Segment Start: Data to examine
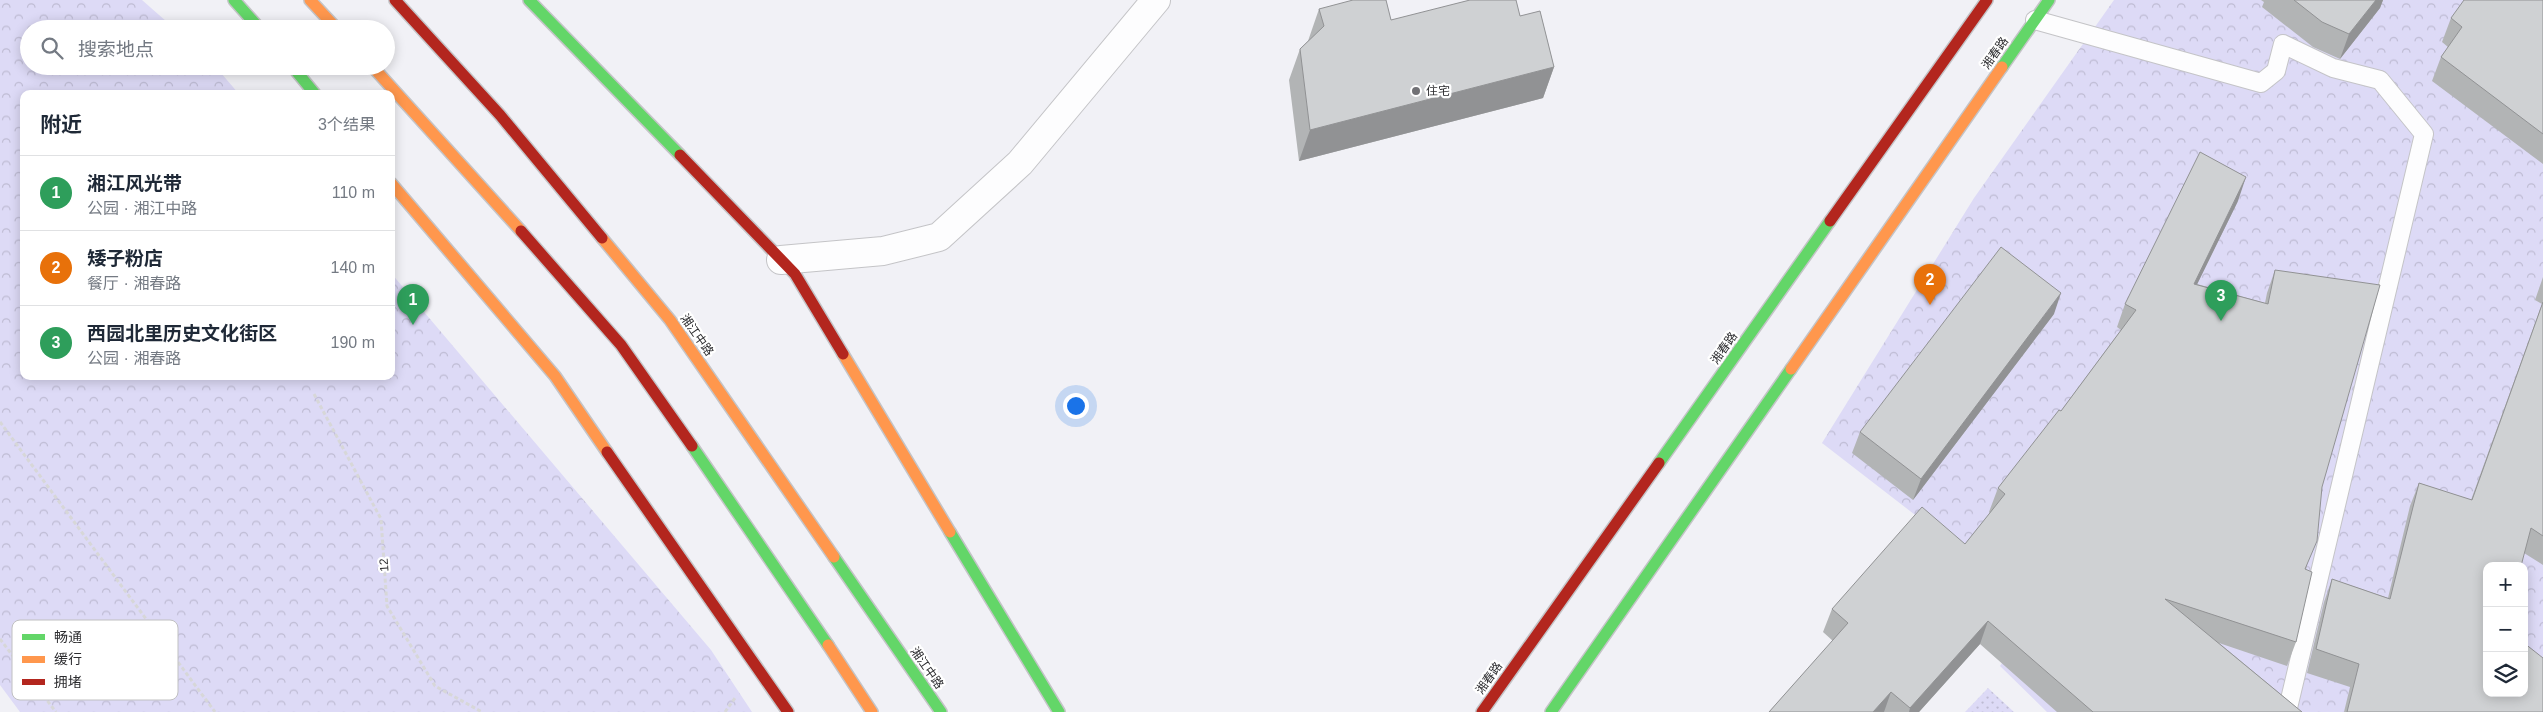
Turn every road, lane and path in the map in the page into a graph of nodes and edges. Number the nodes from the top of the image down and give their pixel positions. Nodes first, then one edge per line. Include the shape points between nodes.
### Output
1 (234, 0) edge
2 (310, 0) edge
3 (395, 0) edge
4 (529, 0) edge
5 (1156, 0) edge
6 (1987, 0) edge
7 (2049, 0) edge
8 (252, 20) edge
9 (329, 20) edge
10 (2036, 20) junction
11 (299, 75) edge
12 (380, 75) edge
13 (312, 90) edge
14 (394, 90) edge
15 (395, 91) edge
16 (395, 188) edge
17 (781, 260) junction
18 (314, 394) dead end
19 (0, 422) edge
20 (146, 620) edge
21 (0, 639) edge
22 (12, 655) edge
23 (178, 663) edge
24 (47, 700) edge
25 (56, 712) edge
26 (214, 712) edge
27 (482, 712) edge
28 (788, 712) edge
29 (872, 712) edge
30 (941, 712) edge
31 (1059, 712) edge
32 (1482, 712) edge
33 (1551, 712) edge
34 (2287, 712) edge

1 - 8 street
2 - 9 street
3 - 30 street, 湘江中路 via 500,115 670,320
4 - 17 street
5 - 17 street via 1020,163 939,237 883,251
6 - 32 street, 湘春路
7 - 10 street, 湘春路
10 - 33 street, 湘春路
10 - 34 lane via 2261,83 2276,71 2283,44 2333,68 2380,80 2424,134
11 - 13 street
12 - 14 street
15 - 29 street via 621,345 810,616
16 - 28 street via 555,376
17 - 31 street via 795,274
18 - 27 path, 12 via 381,519 387,606 434,686
19 - 20 path
21 - 22 path
23 - 26 path
24 - 25 path

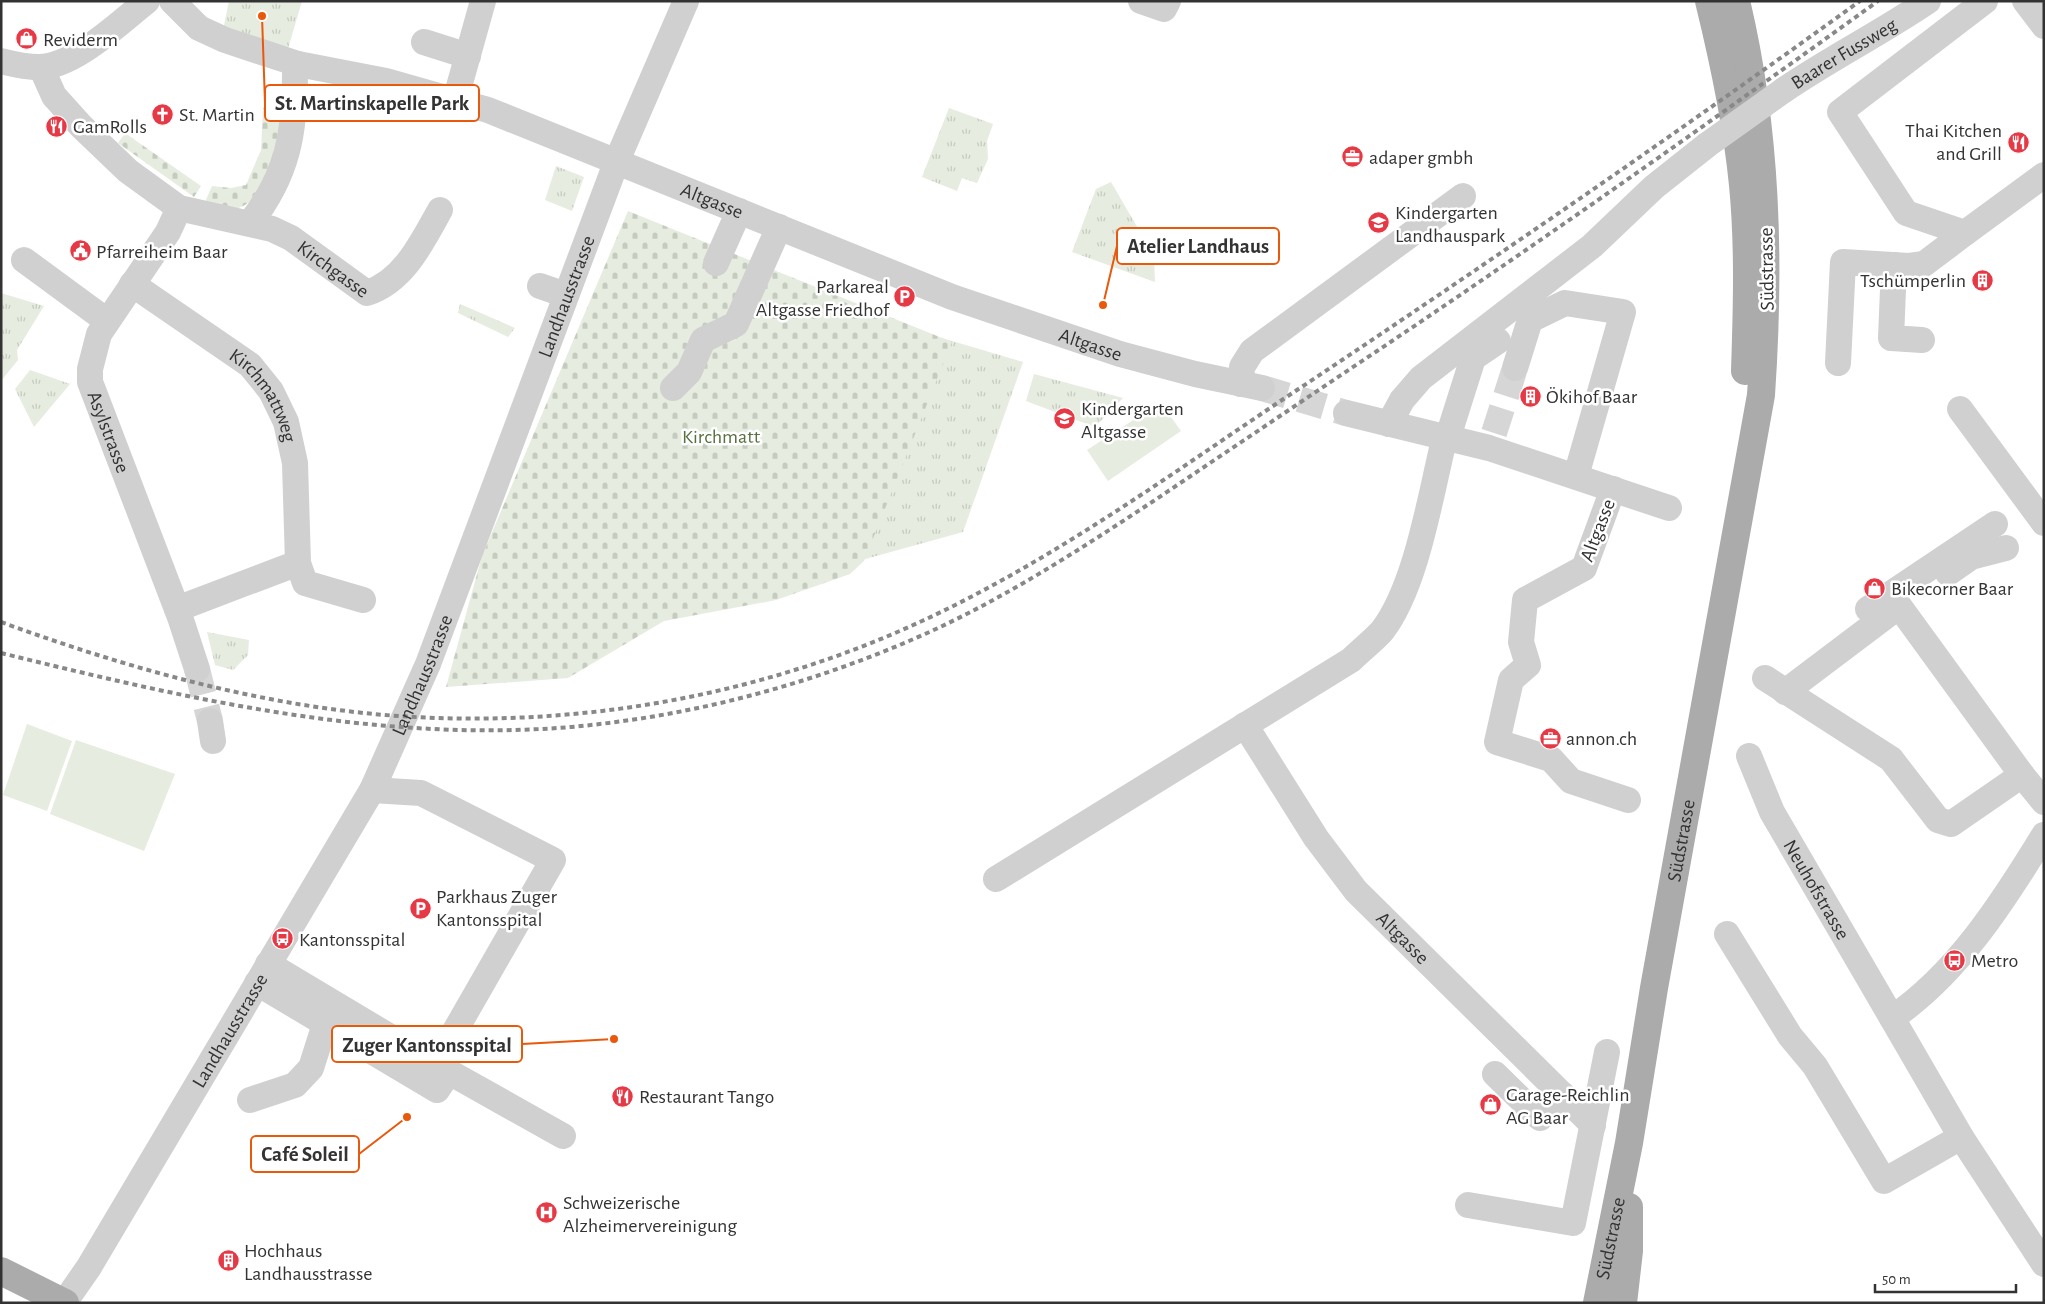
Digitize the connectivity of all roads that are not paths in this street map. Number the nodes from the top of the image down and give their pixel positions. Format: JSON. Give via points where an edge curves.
{"nodes":[{"id":1,"x":147,"y":1,"type":"edge"},
{"id":2,"x":172,"y":1,"type":"edge"},
{"id":3,"x":483,"y":1,"type":"edge"},
{"id":4,"x":686,"y":1,"type":"edge"},
{"id":5,"x":1709,"y":1,"type":"edge"},
{"id":6,"x":1736,"y":1,"type":"edge"},
{"id":7,"x":1928,"y":1,"type":"edge"},
{"id":8,"x":1985,"y":1,"type":"edge"},
{"id":9,"x":2025,"y":1,"type":"edge"},
{"id":10,"x":2044,"y":26,"type":"edge"},
{"id":11,"x":424,"y":42,"type":"dead end"},
{"id":12,"x":468,"y":56,"type":"junction"},
{"id":13,"x":1,"y":60,"type":"edge"},
{"id":14,"x":298,"y":64,"type":"junction"},
{"id":15,"x":41,"y":67,"type":"junction"},
{"id":16,"x":455,"y":101,"type":"junction"},
{"id":17,"x":616,"y":163,"type":"junction"},
{"id":18,"x":2044,"y":175,"type":"edge"},
{"id":19,"x":1463,"y":196,"type":"dead end"},
{"id":20,"x":178,"y":208,"type":"junction"},
{"id":21,"x":440,"y":210,"type":"dead end"},
{"id":22,"x":739,"y":212,"type":"junction"},
{"id":23,"x":250,"y":223,"type":"junction"},
{"id":24,"x":778,"y":227,"type":"junction"},
{"id":25,"x":1965,"y":233,"type":"junction"},
{"id":26,"x":24,"y":260,"type":"dead end"},
{"id":27,"x":716,"y":263,"type":"dead end"},
{"id":28,"x":1894,"y":265,"type":"junction"},
{"id":29,"x":132,"y":284,"type":"junction"},
{"id":30,"x":540,"y":286,"type":"dead end"},
{"id":31,"x":566,"y":295,"type":"junction"},
{"id":32,"x":1530,"y":320,"type":"junction"},
{"id":33,"x":107,"y":321,"type":"junction"},
{"id":34,"x":1922,"y":340,"type":"dead end"},
{"id":35,"x":1838,"y":363,"type":"dead end"},
{"id":36,"x":1515,"y":368,"type":"tunnel mouth"},
{"id":37,"x":673,"y":388,"type":"dead end"},
{"id":38,"x":1960,"y":409,"type":"dead end"},
{"id":39,"x":1346,"y":413,"type":"tunnel mouth"},
{"id":40,"x":1389,"y":424,"type":"junction"},
{"id":41,"x":1494,"y":433,"type":"dead end"},
{"id":42,"x":1454,"y":438,"type":"junction"},
{"id":43,"x":1576,"y":476,"type":"junction"},
{"id":44,"x":1613,"y":489,"type":"junction"},
{"id":45,"x":1669,"y":508,"type":"dead end"},
{"id":46,"x":2044,"y":523,"type":"edge"},
{"id":47,"x":1994,"y":524,"type":"dead end"},
{"id":48,"x":1736,"y":538,"type":"junction"},
{"id":49,"x":2006,"y":548,"type":"dead end"},
{"id":50,"x":298,"y":563,"type":"junction"},
{"id":51,"x":363,"y":600,"type":"dead end"},
{"id":52,"x":1899,"y":606,"type":"junction"},
{"id":53,"x":177,"y":608,"type":"junction"},
{"id":54,"x":1861,"y":614,"type":"dead end"},
{"id":55,"x":197,"y":669,"type":"tunnel mouth"},
{"id":56,"x":1245,"y":725,"type":"junction"},
{"id":57,"x":1749,"y":756,"type":"dead end"},
{"id":58,"x":2022,"y":776,"type":"junction"},
{"id":59,"x":372,"y":790,"type":"junction"},
{"id":60,"x":1628,"y":800,"type":"dead end"},
{"id":61,"x":2044,"y":802,"type":"edge"},
{"id":62,"x":2044,"y":835,"type":"edge"},
{"id":63,"x":996,"y":879,"type":"dead end"},
{"id":64,"x":1727,"y":934,"type":"dead end"},
{"id":65,"x":262,"y":974,"type":"junction"},
{"id":66,"x":1892,"y":1018,"type":"junction"},
{"id":67,"x":325,"y":1024,"type":"junction"},
{"id":68,"x":1607,"y":1052,"type":"dead end"},
{"id":69,"x":437,"y":1068,"type":"junction"},
{"id":70,"x":1495,"y":1074,"type":"dead end"},
{"id":71,"x":1563,"y":1095,"type":"junction"},
{"id":72,"x":250,"y":1100,"type":"dead end"},
{"id":73,"x":1592,"y":1125,"type":"junction"},
{"id":74,"x":564,"y":1136,"type":"dead end"},
{"id":75,"x":1962,"y":1137,"type":"junction"},
{"id":76,"x":1629,"y":1144,"type":"junction"},
{"id":77,"x":1468,"y":1205,"type":"dead end"},
{"id":78,"x":2044,"y":1264,"type":"edge"},
{"id":79,"x":1,"y":1271,"type":"edge"},
{"id":80,"x":64,"y":1303,"type":"edge"},
{"id":81,"x":1597,"y":1303,"type":"edge"},
{"id":82,"x":1623,"y":1303,"type":"edge"}],
"edges":[{"from":1,"to":15,"type":"street","via":[[68,59]]},
{"from":2,"to":14,"type":"street","name":"Altgasse","via":[[199,28],[212,35]]},
{"from":3,"to":12,"type":"street"},
{"from":4,"to":17,"type":"street","name":"Landhausstrasse"},
{"from":5,"to":48,"type":"main road","name":"Südstrasse","via":[[1734,116],[1743,186],[1747,310]]},
{"from":6,"to":48,"type":"main road","name":"Südstrasse","via":[[1759,136],[1767,314],[1761,395]]},
{"from":7,"to":40,"type":"street","name":"Baarer Fussweg","bridge":true,"via":[[1814,70],[1707,145],[1654,187],[1584,252],[1421,378],[1402,400]]},
{"from":8,"to":25,"type":"street","via":[[1840,112],[1906,213]]},
{"from":9,"to":10,"type":"street"},
{"from":11,"to":12,"type":"street"},
{"from":12,"to":16,"type":"street"},
{"from":13,"to":15,"type":"street"},
{"from":14,"to":16,"type":"street","name":"Altgasse","via":[[386,81]]},
{"from":14,"to":23,"type":"street","via":[[292,137],[283,169]]},
{"from":15,"to":20,"type":"street","name":"Kirchgasse","via":[[54,96],[81,126],[128,170]]},
{"from":16,"to":17,"type":"street","name":"Altgasse","via":[[497,114]]},
{"from":17,"to":22,"type":"street","name":"Altgasse"},
{"from":17,"to":31,"type":"street","name":"Landhausstrasse"},
{"from":18,"to":25,"type":"street"},
{"from":19,"to":24,"type":"street","name":"Altgasse","via":[[1252,351],[1242,367],[1251,386],[1170,368],[1056,333],[952,297]]},
{"from":20,"to":23,"type":"street","name":"Kirchgasse"},
{"from":20,"to":29,"type":"street","name":"Asylstrasse","via":[[168,232]]},
{"from":21,"to":23,"type":"street","name":"Kirchgasse","via":[[415,253],[391,281],[367,293],[291,238]]},
{"from":22,"to":24,"type":"street","name":"Altgasse"},
{"from":22,"to":27,"type":"street"},
{"from":24,"to":37,"type":"street","via":[[736,324],[703,340],[689,372]]},
{"from":25,"to":28,"type":"street","via":[[1924,264]]},
{"from":26,"to":33,"type":"street"},
{"from":28,"to":34,"type":"street","via":[[1891,338]]},
{"from":28,"to":35,"type":"street","via":[[1843,262]]},
{"from":29,"to":33,"type":"street","name":"Asylstrasse"},
{"from":29,"to":50,"type":"street","name":"Kirchmattweg","via":[[250,366],[271,391],[286,422],[295,463]]},
{"from":30,"to":31,"type":"street"},
{"from":31,"to":59,"type":"street","name":"Landhausstrasse","via":[[431,656]]},
{"from":32,"to":36,"type":"street"},
{"from":32,"to":42,"type":"street","via":[[1473,358]]},
{"from":32,"to":43,"type":"street","via":[[1564,302],[1623,312]]},
{"from":33,"to":53,"type":"street","name":"Asylstrasse","via":[[94,350],[90,382]]},
{"from":38,"to":46,"type":"street"},
{"from":39,"to":40,"type":"street","name":"Altgasse"},
{"from":40,"to":42,"type":"street","name":"Altgasse"},
{"from":41,"to":42,"type":"street","via":[[1474,429]]},
{"from":42,"to":43,"type":"street","name":"Altgasse"},
{"from":42,"to":56,"type":"street","via":[[1410,575],[1397,607],[1381,631],[1351,660]]},
{"from":43,"to":44,"type":"street","name":"Altgasse"},
{"from":44,"to":45,"type":"street","name":"Altgasse"},
{"from":44,"to":60,"type":"street","name":"Altgasse","via":[[1584,568],[1525,600],[1521,642],[1528,665],[1510,680],[1497,742],[1551,759],[1571,781]]},
{"from":47,"to":54,"type":"street"},
{"from":48,"to":76,"type":"main road","name":"Südstrasse","via":[[1654,988]]},
{"from":49,"to":52,"type":"street","via":[[1971,557]]},
{"from":50,"to":51,"type":"street","name":"Kirchmattweg","via":[[305,583]]},
{"from":50,"to":53,"type":"street"},
{"from":52,"to":58,"type":"street"},
{"from":52,"to":58,"type":"street","via":[[1775,685],[1891,760],[1938,820],[1951,824]]},
{"from":53,"to":55,"type":"street","name":"Asylstrasse"},
{"from":56,"to":63,"type":"street"},
{"from":56,"to":71,"type":"street","name":"Altgasse","via":[[1316,838],[1356,892]]},
{"from":57,"to":66,"type":"street","name":"Neuhofstrasse","via":[[1772,812]]},
{"from":58,"to":61,"type":"street"},
{"from":59,"to":65,"type":"street","name":"Landhausstrasse"},
{"from":59,"to":69,"type":"street","via":[[421,793],[553,860]]},
{"from":62,"to":66,"type":"street","via":[[1984,926],[1917,1001]]},
{"from":64,"to":75,"type":"street","via":[[1790,1036],[1815,1066],[1884,1182]]},
{"from":65,"to":67,"type":"street"},
{"from":65,"to":69,"type":"street"},
{"from":65,"to":80,"type":"street","name":"Landhausstrasse","via":[[89,1267]]},
{"from":66,"to":75,"type":"street","name":"Neuhofstrasse"},
{"from":67,"to":69,"type":"street","via":[[438,1090]]},
{"from":67,"to":72,"type":"street","via":[[311,1068],[295,1085]]},
{"from":68,"to":73,"type":"street"},
{"from":69,"to":74,"type":"street"},
{"from":70,"to":71,"type":"street","via":[[1540,1118]]},
{"from":71,"to":73,"type":"street","name":"Altgasse"},
{"from":73,"to":77,"type":"street","via":[[1573,1222]]},
{"from":75,"to":78,"type":"street","name":"Neuhofstrasse"},
{"from":76,"to":81,"type":"main road","name":"Südstrasse"},
{"from":76,"to":82,"type":"main road","name":"Südstrasse","via":[[1629,1251]]},
{"from":79,"to":80,"type":"main road"}]}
Segment End: Data to examine
Problem details:
Above are the records. Identify each line that contains the word "Number".

Answer to this problem:
Turn every road, lane and path in the map in the page into a graph of nodes and edges. Number the nodes from the top of the image down and give their pixel positions. Nodes first, then one edge per line. Include the shape points between nodes.
Digitize the connectivity of all roads that are not paths in this street map. Number the nodes from the top of the image down and give their pixel positions. Format: JSON. Give via points where an edge curves.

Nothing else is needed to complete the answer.